Today, he said, the region’s housing market is somewhere in-between those two extremes.
“It’s sort of a tale of two markets,” he said. “I think the housing market is on a flat, bumpy path, not really going up, not really going down. Transactions for buyers purchasing directly from the seller, those homes are selling quickly, and often times they are receiving multiple offers. That’s a good sign. But when you look at distress sales and short sales, they are bringing down prices as well.”
A short sale is when the owner of a home is no longer able to sell the property at the same price it was purchased at, and offers to sell it for a price well below what is owed on the mortgage. The hope is that the bank will write off the remainder of the debt, rather than allow the property to fall into foreclosure.
Despite Florida’s higher than the national average jobless rate, Gov. Rick Scott has noted that Florida’s economy is improving, including the fact that the state created 28,000 new jobs in August.
“That is 28,000 more Floridians who can now support their families,” he said. “Already, Florida’s online job ads increased 14.4 percent over the year, and Florida’s median home prices were up 7.8 percent over the year. We are shrinking government and the private sector is making up the difference.”
The governor also credited his efforts to balancing the state budget and cutting property and corporate taxes as setting the right climate for new business growth.
“Even though we still have a lot of work to do, this positive economic news is welcome,” he said. “It is my job as Governor to ensure that every Floridian who wants a job has the opportunity to get one, and I will continue to work every day until we reach that goal. We are taking the steps needed to move our state in the right direction.”
But Snaith said there isn’t much the state government can do to grow the economy, since the state has so few strong tools at its disposal.

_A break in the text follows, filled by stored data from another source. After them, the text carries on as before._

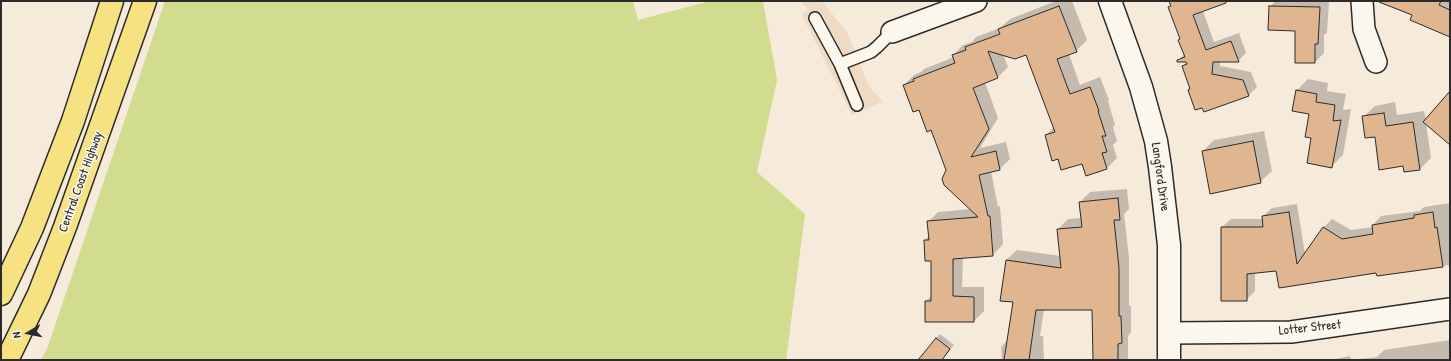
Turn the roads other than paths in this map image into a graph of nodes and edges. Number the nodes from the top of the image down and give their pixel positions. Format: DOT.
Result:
graph roads {
  1 [pos="97,1"];
  2 [pos="112,1"];
  3 [pos="145,1"];
  4 [pos="976,1"];
  5 [pos="1110,1"];
  6 [pos="1362,1"];
  7 [pos="815,18"];
  8 [pos="892,32"];
  9 [pos="1376,62"];
  10 [pos="840,64"];
  11 [pos="89,72"];
  12 [pos="858,105"];
  13 [pos="1,294"];
  14 [pos="1450,310"];
  15 [pos="1169,333"];
  16 [pos="7,360"];
  17 [pos="1169,360"];
  1 -- 11 [label="highway"];
  2 -- 11 [label="highway"];
  3 -- 16 [label="highway, Central Coast Highway"];
  4 -- 8 [label="street"];
  5 -- 15 [label="street, Langford Drive"];
  6 -- 9 [label="street"];
  7 -- 10 [label="lane"];
  8 -- 10 [label="lane"];
  10 -- 12 [label="lane"];
  11 -- 13 [label="highway"];
  14 -- 15 [label="street, Lotter Street"];
  15 -- 17 [label="street, Langford Drive"];
}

“I think it’s difficult when you’re looking at the state or local government level at policies or actions taken,” he said. “The caliber of policy weapons available to the governor and state government get smaller and smaller. At the federal level, we can run a trillion dollar budget deficit, and in the state we can’t. They don’t have tools like that at their disposal. The best I think politicians can do at that level is prepare for when the larger cycle turns. I think that is the best we can hope for.”

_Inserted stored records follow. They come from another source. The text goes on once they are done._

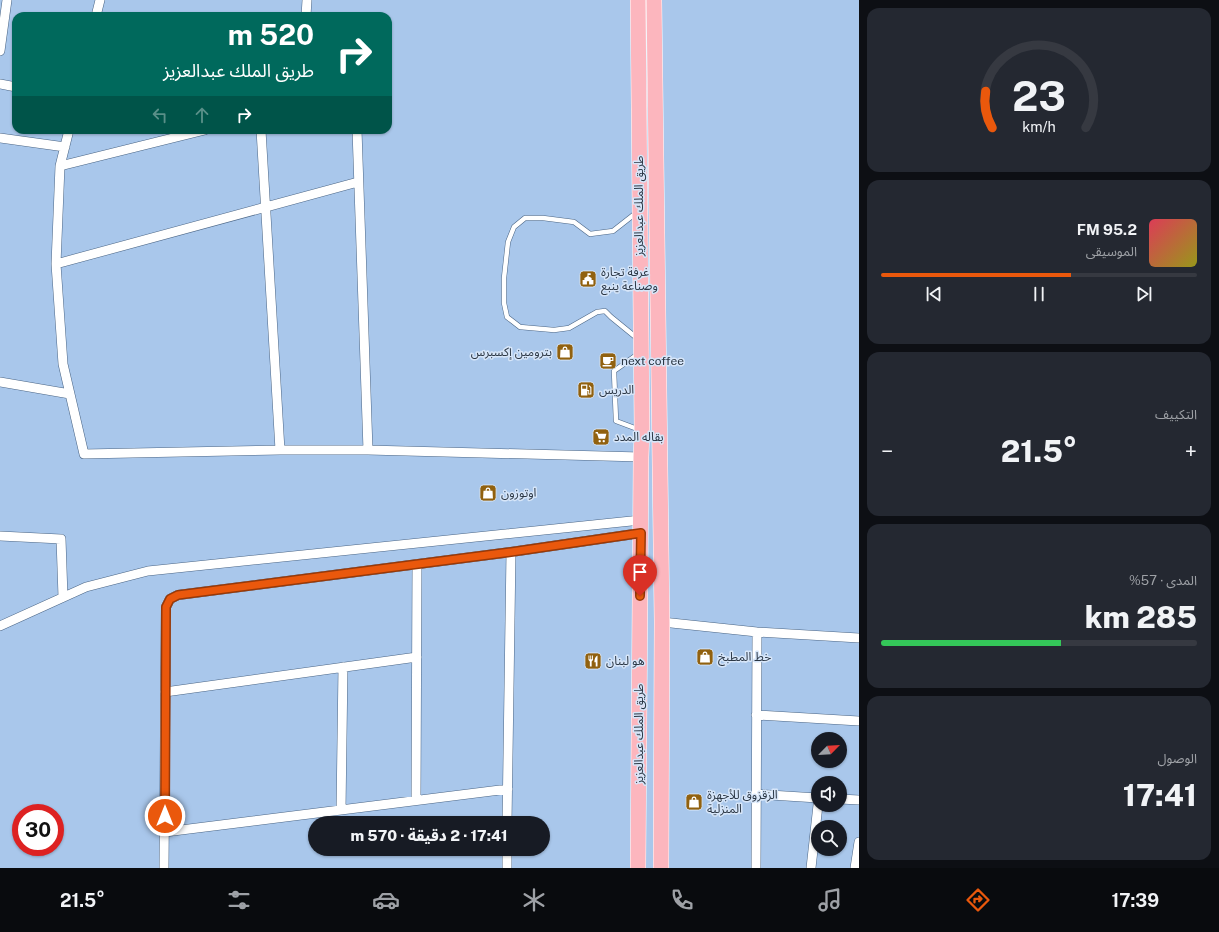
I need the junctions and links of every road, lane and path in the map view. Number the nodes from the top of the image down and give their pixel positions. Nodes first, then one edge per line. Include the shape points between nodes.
1 (100, 0) edge
2 (307, 0) edge
3 (638, 0) edge
4 (654, 0) edge
5 (4, 2) edge
6 (97, 12) edge
7 (306, 12) edge
8 (0, 51) edge
9 (0, 84) edge
10 (12, 86) edge
11 (68, 134) edge
12 (189, 134) edge
13 (260, 134) edge
14 (357, 134) edge
15 (0, 138) edge
16 (65, 147) junction
17 (60, 166) junction
18 (358, 182) junction
19 (265, 207) junction
20 (639, 210) junction
21 (56, 264) junction
22 (640, 346) junction
23 (0, 382) edge
24 (70, 394) junction
25 (642, 430) junction
26 (280, 450) junction
27 (368, 450) junction
28 (641, 457) junction
29 (641, 526) junction
30 (0, 536) edge
31 (511, 552) junction
32 (417, 564) junction
33 (63, 597) junction
34 (662, 622) junction
35 (0, 626) edge
36 (757, 632) junction
37 (859, 638) edge
38 (417, 657) junction
39 (343, 667) junction
40 (165, 692) junction
41 (756, 715) junction
42 (859, 721) edge
43 (508, 789) junction
44 (756, 794) junction
45 (811, 798) edge
46 (847, 799) edge
47 (416, 800) junction
48 (859, 800) edge
49 (341, 810) junction
50 (817, 812) edge
51 (508, 816) edge
52 (164, 832) junction
53 (859, 842) edge
54 (507, 856) edge
55 (164, 868) edge
56 (507, 868) edge
57 (638, 868) edge
58 (661, 868) edge
59 (756, 868) edge
60 (811, 868) edge
61 (856, 868) edge

1 - 6 street
2 - 7 street
3 - 20 highway, طريق الملك عبدالعزيز
4 - 34 highway, طريق الملك عبدالعزيز
5 - 8 street
9 - 10 street
11 - 16 street
12 - 17 street
13 - 19 street
14 - 18 street
15 - 16 street
16 - 17 street
17 - 21 street
18 - 19 street
18 - 27 street
19 - 21 street
19 - 26 street
20 - 22 highway, طريق الملك عبدالعزيز
20 - 22 lane via 613,231 590,234 574,222 525,218 514,227 508,242 504,303 507,317 520,327 554,330 569,328 597,312 605,311
21 - 24 street via 63,364
22 - 25 highway, طريق الملك عبدالعزيز
22 - 25 lane via 614,371 614,385 616,421
23 - 24 street
24 - 26 street via 84,454
25 - 28 highway, طريق الملك عبدالعزيز
26 - 27 street
27 - 28 street
28 - 29 highway, طريق الملك عبدالعزيز
29 - 31 street
29 - 33 street via 148,571 86,587
29 - 57 highway, طريق الملك عبدالعزيز
30 - 33 street via 61,539
31 - 32 street
31 - 43 street
32 - 38 street
32 - 40 street via 178,595 170,599 166,607
33 - 35 street
34 - 36 street
34 - 58 highway, طريق الملك عبدالعزيز
36 - 37 street
36 - 41 street
38 - 39 street
38 - 47 street
39 - 40 street
39 - 49 street
40 - 52 street
41 - 42 street
41 - 44 street
43 - 47 street
43 - 51 street
44 - 45 street
44 - 59 street
46 - 48 street
47 - 49 street
49 - 52 street
50 - 60 street
52 - 55 street
53 - 61 street
54 - 56 street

So far, jobs in Central Florida have come from three sectors, Snaith said: tourism, health care, and professional business services.

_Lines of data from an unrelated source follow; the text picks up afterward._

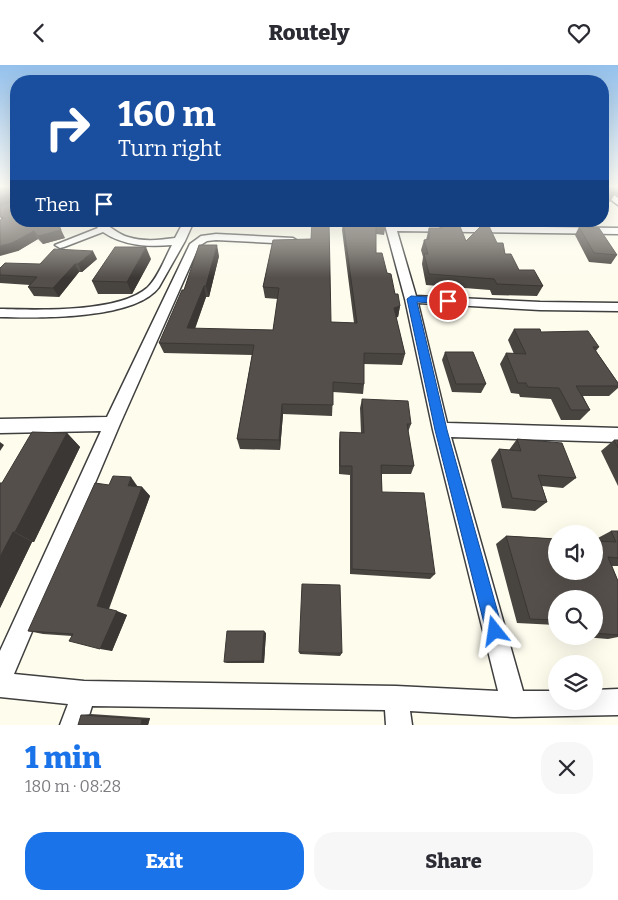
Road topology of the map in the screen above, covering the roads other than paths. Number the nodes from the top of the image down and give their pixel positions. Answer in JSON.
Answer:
{"nodes":[{"id":1,"x":96,"y":227,"type":"edge"},
{"id":2,"x":103,"y":227,"type":"edge"},
{"id":3,"x":186,"y":227,"type":"edge"},
{"id":4,"x":391,"y":227,"type":"edge"},
{"id":5,"x":488,"y":227,"type":"edge"},
{"id":6,"x":618,"y":231,"type":"edge"},
{"id":7,"x":180,"y":241,"type":"junction"},
{"id":8,"x":295,"y":241,"type":"edge"},
{"id":9,"x":60,"y":245,"type":"dead end"},
{"id":10,"x":411,"y":299,"type":"junction"},
{"id":11,"x":618,"y":307,"type":"edge"},
{"id":12,"x":0,"y":313,"type":"edge"},
{"id":13,"x":112,"y":424,"type":"junction"},
{"id":14,"x":0,"y":426,"type":"edge"},
{"id":15,"x":441,"y":430,"type":"junction"},
{"id":16,"x":618,"y":435,"type":"edge"},
{"id":17,"x":0,"y":678,"type":"edge"},
{"id":18,"x":0,"y":685,"type":"edge"},
{"id":19,"x":84,"y":693,"type":"junction"},
{"id":20,"x":396,"y":698,"type":"junction"},
{"id":21,"x":618,"y":702,"type":"edge"},
{"id":22,"x":514,"y":704,"type":"junction"},
{"id":23,"x":73,"y":725,"type":"edge"},
{"id":24,"x":399,"y":725,"type":"edge"}],
"edges":[{"from":1,"to":9,"type":"street"},
{"from":2,"to":7,"type":"street"},
{"from":3,"to":7,"type":"street"},
{"from":4,"to":10,"type":"street"},
{"from":5,"to":6,"type":"street"},
{"from":7,"to":12,"type":"street"},
{"from":8,"to":13,"type":"street"},
{"from":10,"to":11,"type":"street"},
{"from":10,"to":15,"type":"street"},
{"from":13,"to":14,"type":"street"},
{"from":13,"to":17,"type":"street"},
{"from":15,"to":16,"type":"street"},
{"from":15,"to":22,"type":"street"},
{"from":18,"to":19,"type":"street"},
{"from":19,"to":20,"type":"street"},
{"from":19,"to":23,"type":"street"},
{"from":20,"to":22,"type":"street"},
{"from":20,"to":24,"type":"street"},
{"from":21,"to":22,"type":"street"}]}
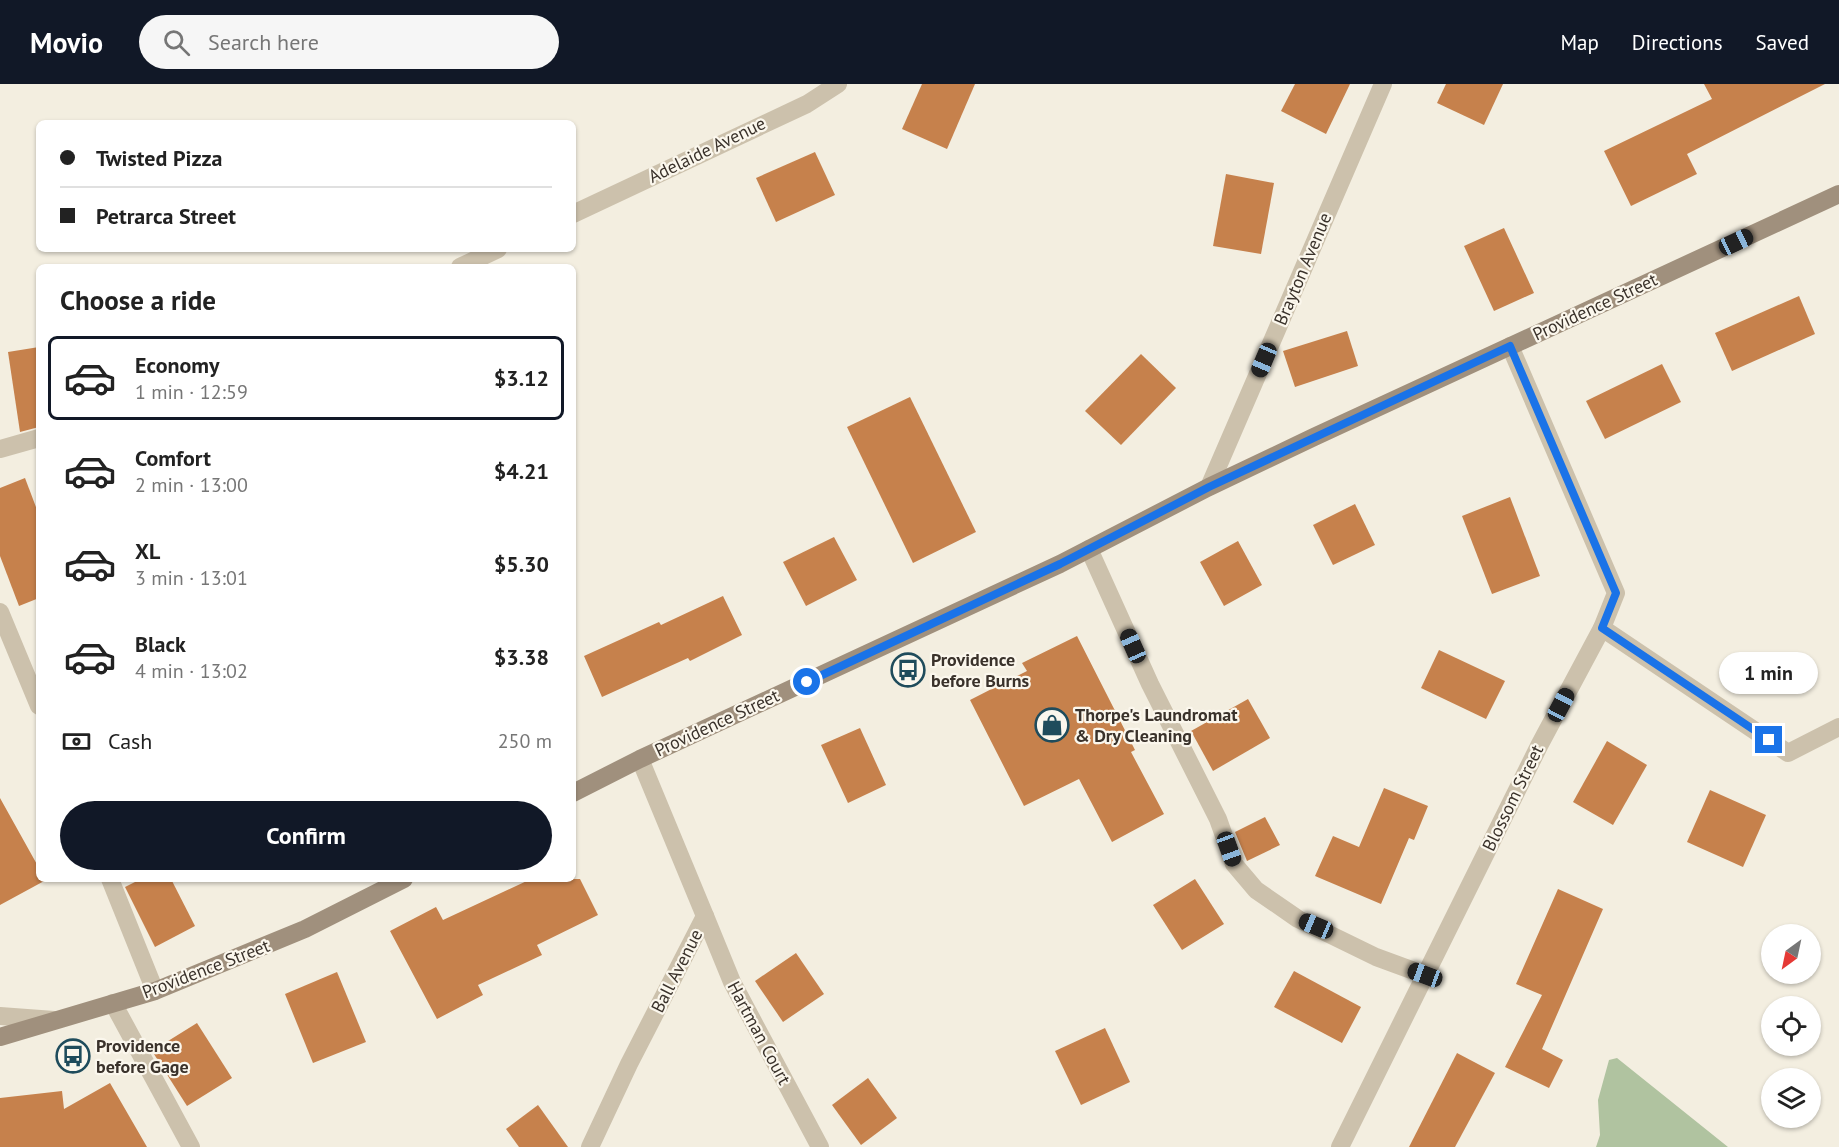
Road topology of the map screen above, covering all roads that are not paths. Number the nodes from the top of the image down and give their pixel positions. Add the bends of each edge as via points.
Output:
1 (838, 84) edge
2 (1383, 84) edge
3 (1839, 194) edge
4 (576, 213) edge
5 (492, 252) edge
6 (466, 264) edge
7 (1510, 346) junction
8 (36, 439) edge
9 (0, 449) edge
10 (1209, 487) junction
11 (1089, 549) junction
12 (0, 612) edge
13 (1602, 628) junction
14 (36, 699) edge
15 (1837, 732) edge
16 (640, 759) junction
17 (576, 791) edge
18 (111, 882) edge
19 (398, 882) edge
20 (705, 916) junction
21 (1425, 975) junction
22 (155, 991) junction
23 (113, 1003) junction
24 (0, 1016) edge
25 (55, 1021) junction
26 (0, 1037) edge
27 (191, 1147) edge
28 (590, 1147) edge
29 (820, 1147) edge
30 (1340, 1147) edge

1 - 4 street, Adelaide Avenue via 807,104
2 - 10 street, Brayton Avenue
3 - 7 main road, Providence Street
5 - 6 street
7 - 10 main road, Providence Street
7 - 13 street, Blossom Street via 1616,593
8 - 9 street
10 - 11 main road, Providence Street
11 - 16 main road, Providence Street
11 - 21 street via 1150,684 1218,819 1234,864 1256,890 1298,919 1376,957
12 - 14 street
13 - 15 street via 1788,753
13 - 21 street, Blossom Street
16 - 17 main road, Providence Street
16 - 20 street, Ball Avenue
18 - 22 street
19 - 22 main road, Providence Street via 305,929
20 - 28 street, Ball Avenue
20 - 29 street, Hartman Court via 732,982
21 - 30 street, Blossom Street
22 - 23 main road, Providence Street
23 - 25 main road, Providence Street
23 - 27 street
24 - 25 street
25 - 26 main road, Providence Street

“Tourism has been the backbone of the economy, but it’s been a bit erratic and it hasn’t been consistent from month to month,” he said. “Health care, on the other hand, has added jobs throughout the recession.”
He credits that in part to the state’s large senior and retiree population.
But Snaith also thinks Central Florida will begin to pull out of the economic doldrums much more rapidly next year as the region begins to feel the full impact of several major development programs now in the works. That includes transportation projects like SunRail, the 61-mile light rail system that will cover four counties and have four stops in downtown Orlando, and the extended beltway around State Road 417.
Health care will also play a role, he said, particularly the Lake Nona Medical City, a health and life sciences cluster in east Orlando that is home to hospitals, universities, research institutions and life science companies.
The Medical City is anchored by the University of Central Florida Health Sciences Campus, the Sanford-Burnham Medical Research Institute, the VA Medical Center, Nemours Children’s Hospital, the University of Florida Academic & Research Center, and the MD Anderson Orlando Cancer Research Institute.
These projects, Snaith said, will begin to pay off for the Orlando area, and likely more impressively in 2013 than in any of the past five years.
“I think we suffer from some of the same problems as the rest of the country,” he said. “But longer term trends, like population growth, are still in our favor.”